Nach Kirch-Urteil Horrorwoche für die Deutsche Bank

Vorwurf der Bilanzfälschung, Ermittlungen gegen Co-Chef Fitschen und die Niederlage im Kirch-Prozess - eine so heftige Woche gab es noch nie. Die Deutsche Bank muss umsteuern.

Aufmacher Deutsche Bank Quelle: dpa

Beobachtern zufolge war die Durchsuchung am Mittwoch deutlich kleiner als vor einer Woche, als rund 500 schwer bewaffnete Polizisten Gebäude der Bank filzten. Da ging es um den Vorwurf des Steuerbetrugs im Zusammenhang mit dem Handel von CO2-Verschmutzungsrechten. Dabei wurden fünf Mitarbeiter festgenommen, wovon drei noch in Haft sind. Zudem wird in dem Zusammenhang gegen Co-Vorstandschef Jürgen Fitschen und Finanzchef Stefan Krause wegen Steuerhinterziehung ermittelt.

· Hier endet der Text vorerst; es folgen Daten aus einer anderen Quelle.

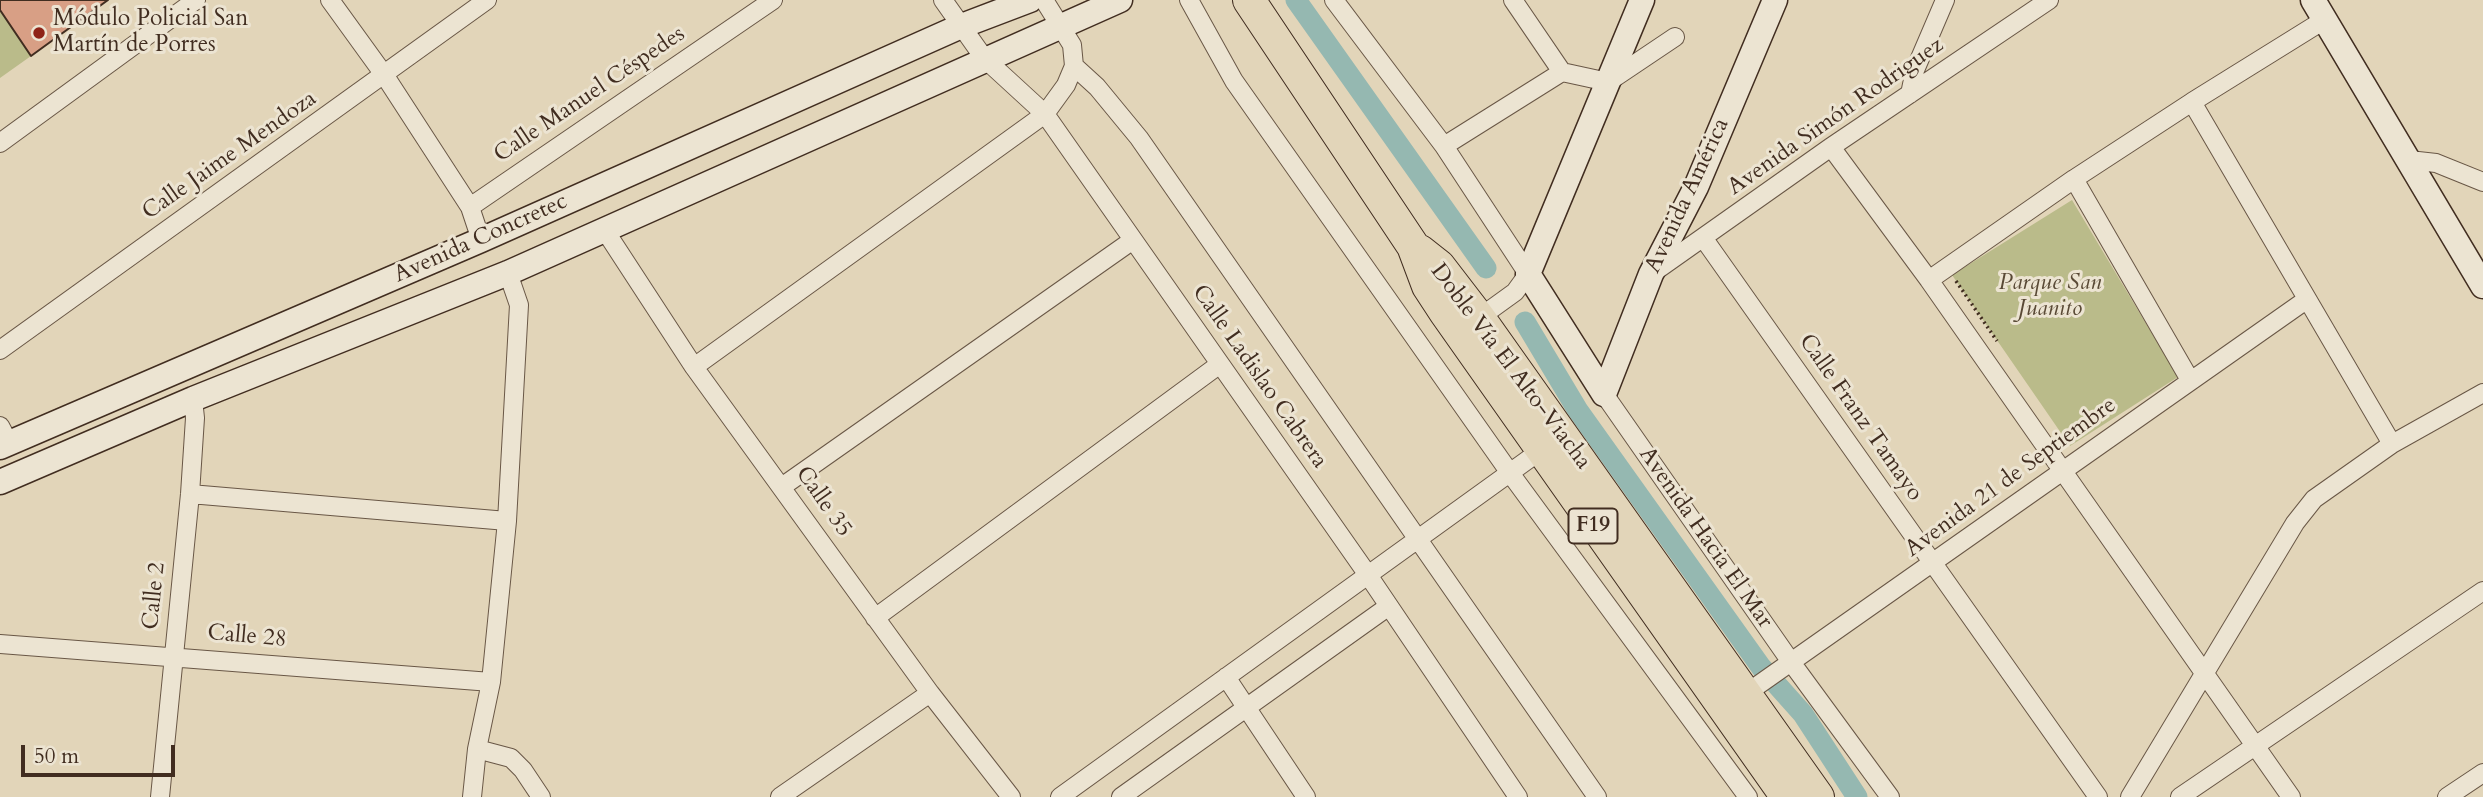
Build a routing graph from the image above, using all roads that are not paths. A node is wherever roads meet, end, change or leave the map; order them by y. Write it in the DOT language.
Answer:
graph roads {
  1 [pos="196,0"];
  2 [pos="330,0"];
  3 [pos="487,0"];
  4 [pos="773,0"];
  5 [pos="943,0"];
  6 [pos="1030,0"];
  7 [pos="1044,0"];
  8 [pos="1120,0"];
  9 [pos="1189,0"];
  10 [pos="1249,0"];
  11 [pos="1334,0"];
  12 [pos="1513,0"];
  13 [pos="1642,0"];
  14 [pos="1775,0"];
  15 [pos="1945,0"];
  16 [pos="2049,0"];
  17 [pos="2318,10"];
  18 [pos="1061,26"];
  19 [pos="959,27"];
  20 [pos="1675,37"];
  21 [pos="984,58"];
  22 [pos="1073,66"];
  23 [pos="1562,72"];
  24 [pos="384,76"];
  25 [pos="1608,82"];
  26 [pos="1910,94"];
  27 [pos="2192,102"];
  28 [pos="1045,114"];
  29 [pos="2,137"];
  30 [pos="1444,146"];
  31 [pos="1831,146"];
  32 [pos="2409,160"];
  33 [pos="2074,179"];
  34 [pos="2483,182"];
  35 [pos="470,207"];
  36 [pos="604,229"];
  37 [pos="1704,239"];
  38 [pos="481,240"];
  39 [pos="1133,240"];
  40 [pos="1413,246"];
  41 [pos="508,273"];
  42 [pos="1651,274"];
  43 [pos="1929,280"];
  44 [pos="1521,283"];
  45 [pos="2483,286"];
  46 [pos="2306,300"];
  47 [pos="1487,312"];
  48 [pos="0,350"];
  49 [pos="1220,364"];
  50 [pos="694,367"];
  51 [pos="2190,380"];
  52 [pos="2483,393"];
  53 [pos="1604,394"];
  54 [pos="193,399"];
  55 [pos="3,438"];
  56 [pos="2392,444"];
  57 [pos="1540,452"];
  58 [pos="2061,472"];
  59 [pos="1510,473"];
  60 [pos="0,482"];
  61 [pos="782,486"];
  62 [pos="190,494"];
  63 [pos="507,521"];
  64 [pos="1418,540"];
  65 [pos="1934,565"];
  66 [pos="1368,575"];
  67 [pos="2483,591"];
  68 [pos="1389,606"];
  69 [pos="875,618"];
  70 [pos="0,644"];
  71 [pos="173,656"];
  72 [pos="1785,666"];
  73 [pos="2203,674"];
  74 [pos="1226,677"];
  75 [pos="491,682"];
  76 [pos="1751,691"];
  77 [pos="930,694"];
  78 [pos="1245,708"];
  79 [pos="2256,744"];
  80 [pos="477,749"];
  81 [pos="2483,773"];
  82 [pos="2458,794"];
  83 [pos="160,797"];
  84 [pos="472,797"];
  85 [pos="541,797"];
  86 [pos="780,797"];
  87 [pos="1011,797"];
  88 [pos="1060,797"];
  89 [pos="1121,797"];
  90 [pos="1306,797"];
  91 [pos="1518,797"];
  92 [pos="1597,797"];
  93 [pos="1748,797"];
  94 [pos="1787,797"];
  95 [pos="1818,797"];
  96 [pos="1890,797"];
  97 [pos="2098,797"];
  98 [pos="2130,797"];
  99 [pos="2180,797"];
  100 [pos="2291,797"];
  1 -- 29 [label="street"];
  2 -- 24 [label="street"];
  3 -- 24 [label="street, Calle Jaime Mendoza"];
  4 -- 35 [label="street, Calle Manuel Céspedes"];
  5 -- 19 [label="street, Calle Ladislao Cabrera"];
  6 -- 19 [label="street, Avenida Concretec"];
  7 -- 18 [label="street"];
  8 -- 18 [label="street"];
  9 -- 59 [label="street"];
  10 -- 40 [label="highway, F19"];
  11 -- 30 [label="street"];
  12 -- 23 [label="street"];
  13 -- 25 [label="street"];
  14 -- 42 [label="street, Avenida América"];
  15 -- 26 [label="street"];
  16 -- 26 [label="street, Avenida Simón Rodriguez"];
  17 -- 27 [label="street"];
  17 -- 32 [label="street"];
  18 -- 21 [label="street"];
  18 -- 22 [label="street"];
  19 -- 21 [label="street, Calle Ladislao Cabrera"];
  19 -- 38 [label="street, Avenida Concretec"];
  20 -- 25 [label="street"];
  21 -- 28 [label="street, Calle Ladislao Cabrera"];
  21 -- 36 [label="street"];
  22 -- 28 [label="street"];
  22 -- 64 [label="street"];
  23 -- 25 [label="street"];
  23 -- 30 [label="street"];
  24 -- 35 [label="street"];
  24 -- 48 [label="street, Calle Jaime Mendoza"];
  25 -- 44 [label="street"];
  26 -- 31 [label="street, Avenida Simón Rodriguez"];
  27 -- 33 [label="street"];
  27 -- 46 [label="street"];
  28 -- 39 [label="street, Calle Ladislao Cabrera"];
  28 -- 50 [label="street"];
  30 -- 44 [label="street"];
  31 -- 37 [label="street, Avenida Simón Rodriguez"];
  31 -- 43 [label="street"];
  32 -- 34 [label="street"];
  32 -- 45 [label="street"];
  33 -- 43 [label="street"];
  33 -- 51 [label="street"];
  35 -- 38 [label="street"];
  36 -- 41 [label="street"];
  36 -- 50 [label="street, Calle 35"];
  37 -- 42 [label="street, Avenida Simón Rodriguez"];
  37 -- 65 [label="street, Calle Franz Tamayo"];
  38 -- 55 [label="street, Avenida Concretec"];
  39 -- 49 [label="street, Calle Ladislao Cabrera"];
  39 -- 61 [label="street"];
  40 -- 47 [label="highway, Doble Vía El Alto-Viacha / F19"];
  40 -- 57 [label="highway, Doble Vía El Alto-Viacha / F19"];
  41 -- 54 [label="street"];
  41 -- 63 [label="street"];
  42 -- 53 [label="street, Avenida América"];
  43 -- 58 [label="street"];
  44 -- 47 [label="street"];
  44 -- 53 [label="street, Avenida Hacia El Mar"];
  46 -- 51 [label="street, Avenida 21 de Septiembre"];
  46 -- 56 [label="street"];
  47 -- 76 [label="highway, Doble Vía El Alto-Viacha / F19"];
  49 -- 66 [label="street, Calle Ladislao Cabrera"];
  49 -- 69 [label="street"];
  50 -- 61 [label="street, Calle 35"];
  51 -- 58 [label="street, Avenida 21 de Septiembre"];
  52 -- 56 [label="street"];
  53 -- 72 [label="street, Avenida Hacia El Mar"];
  54 -- 60 [label="street"];
  54 -- 62 [label="street, Calle 2"];
  56 -- 73 [label="street"];
  57 -- 59 [label="street"];
  57 -- 94 [label="highway, Doble Vía El Alto-Viacha / F19"];
  58 -- 65 [label="street, Avenida 21 de Septiembre"];
  58 -- 73 [label="street"];
  59 -- 64 [label="street"];
  59 -- 93 [label="street"];
  61 -- 69 [label="street, Calle 35"];
  62 -- 63 [label="street"];
  62 -- 71 [label="street, Calle 2"];
  63 -- 75 [label="street"];
  64 -- 66 [label="street"];
  64 -- 92 [label="street"];
  65 -- 72 [label="street, Avenida 21 de Septiembre"];
  65 -- 97 [label="street, Calle Franz Tamayo"];
  66 -- 68 [label="street, Calle Ladislao Cabrera"];
  66 -- 74 [label="street"];
  67 -- 79 [label="street"];
  68 -- 78 [label="street"];
  68 -- 91 [label="street, Calle Ladislao Cabrera"];
  69 -- 77 [label="street, Calle 35"];
  70 -- 71 [label="street, Calle 28"];
  71 -- 75 [label="street, Calle 28"];
  71 -- 83 [label="street, Calle 2"];
  72 -- 76 [label="street, Avenida 21 de Septiembre"];
  72 -- 96 [label="street, Avenida Hacia El Mar"];
  73 -- 79 [label="street"];
  73 -- 98 [label="street"];
  74 -- 78 [label="street"];
  74 -- 88 [label="street"];
  75 -- 80 [label="street"];
  76 -- 95 [label="highway, Doble Vía El Alto-Viacha / F19"];
  77 -- 86 [label="street"];
  77 -- 87 [label="street, Calle 35"];
  78 -- 89 [label="street"];
  78 -- 90 [label="street"];
  79 -- 99 [label="street"];
  79 -- 100 [label="street"];
  80 -- 84 [label="street"];
  80 -- 85 [label="street"];
  81 -- 82 [label="street"];
}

Einem Zeitungsbericht der "Süddeutschen Zeitung" zufolge hat das Kreditinstitut die aufsehenerregende Razzia vergangene Woche durch mangelnde Zusammenarbeit mit den Behörden provoziert. Die Frankfurter Generalstaatsanwaltschaft habe den Firmenanwalt des Instituts bereits im Juni davor gewarnt, angeforderte Unterlagen nicht länger zurückzuhalten, berichtete die Zeitung unter Berufung auf Ermittlerkreise. Demnach sei die Warnung einer "dunkelgelben" Karte beim Fußball vergleichbar gewesen. Die Bank habe sich aber weiter geweigert, so umfassend mit den Behörden zusammenzuarbeiten.